At the beginning of 2007, we heard a State of the State from Governor Spitzer that sounded highly promising, and included firm commitments to reform in the areas of ethics, campaign finance, lobbying, elections, the judiciary, and the budget. He followed up the speech with a hard push to pass a campaign finance bill and proposals to change the way we choose judges and draw district lines. What a difference a year (and some political trouble) makes! Today's speech completely ignored last year’s ambitious reform agenda, making at the end a passing reference only to campaign finance reform.

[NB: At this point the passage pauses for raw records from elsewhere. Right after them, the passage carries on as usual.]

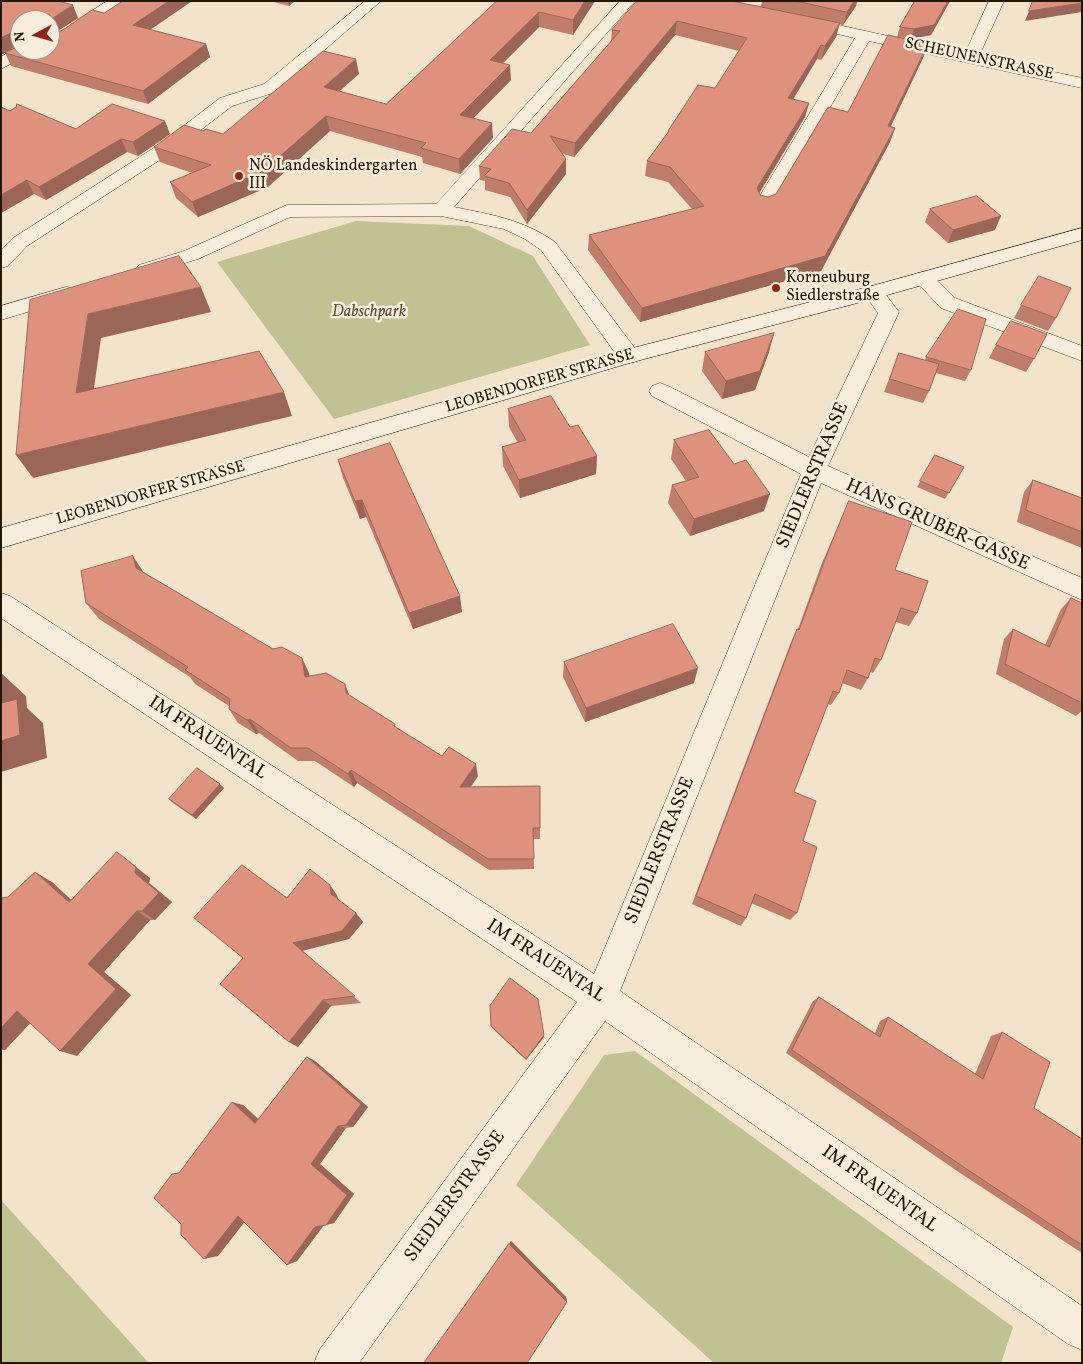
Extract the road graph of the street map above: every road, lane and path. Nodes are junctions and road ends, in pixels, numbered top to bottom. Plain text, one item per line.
1 (118, 1) edge
2 (374, 1) edge
3 (628, 1) edge
4 (997, 1) edge
5 (789, 20) edge
6 (865, 35) junction
7 (60, 39) edge
8 (971, 57) junction
9 (1082, 82) edge
10 (764, 204) edge
11 (441, 210) junction
12 (1082, 234) edge
13 (1, 262) edge
14 (125, 275) edge
15 (923, 278) junction
16 (87, 287) edge
17 (873, 292) junction
18 (1, 313) edge
19 (1082, 354) edge
20 (629, 356) junction
21 (660, 391) dead end
22 (814, 470) junction
23 (1, 538) edge
24 (1082, 590) edge
25 (1, 604) edge
26 (602, 998) junction
27 (1082, 1330) edge
28 (334, 1363) edge

1 - 7 street
2 - 13 street
3 - 11 street
4 - 8 street
5 - 6 street, SCHEUNENSTRASSE
6 - 8 street, SCHEUNENSTRASSE
6 - 10 street
8 - 9 street, SCHEUNENSTRASSE
11 - 14 street
11 - 20 street
12 - 15 street, LEOBENDORFER STRASSE
15 - 17 street, LEOBENDORFER STRASSE
15 - 19 street
16 - 18 street
17 - 20 street, LEOBENDORFER STRASSE
17 - 22 street, SIEDLERSTRASSE
20 - 23 street, LEOBENDORFER STRASSE
21 - 22 street, HANS GRUBER-GASSE
22 - 24 street, HANS GRUBER-GASSE
22 - 26 street, SIEDLERSTRASSE
25 - 26 street, IM FRAUENTAL
26 - 27 street, IM FRAUENTAL
26 - 28 street, SIEDLERSTRASSE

We don’t quarrel with the importance of the items like education and healthcare that did make the cut, but we were greatly disappointed to hear crickets instead of a renewed commitment to reform of our government systems. As we have argued many times, the dysfunction we find in Albany doesn’t keep to itself -- it filters into the problems we face in all other areas. Sky-high contribution limits make our elected officials responsive to their big donors rather than ordinary voters and taxpayers. Gerrymandered districts help incumbents skate to 90-plus percent re-election rates, regardless of whether they are tackling the tough issues. And legislative rules allow Senate and Assembly leaders to bury even those bills that enjoy the support of a majority of legislators and the public.
The 2008 election season will put our broken campaign finance system, overdue switch to electronic voting machines, and gerrymandered districts on display. We will spend the year pushing for the reforms New York so sorely needs. We hope the Governor will fill in today's silence with a plan to pitch in.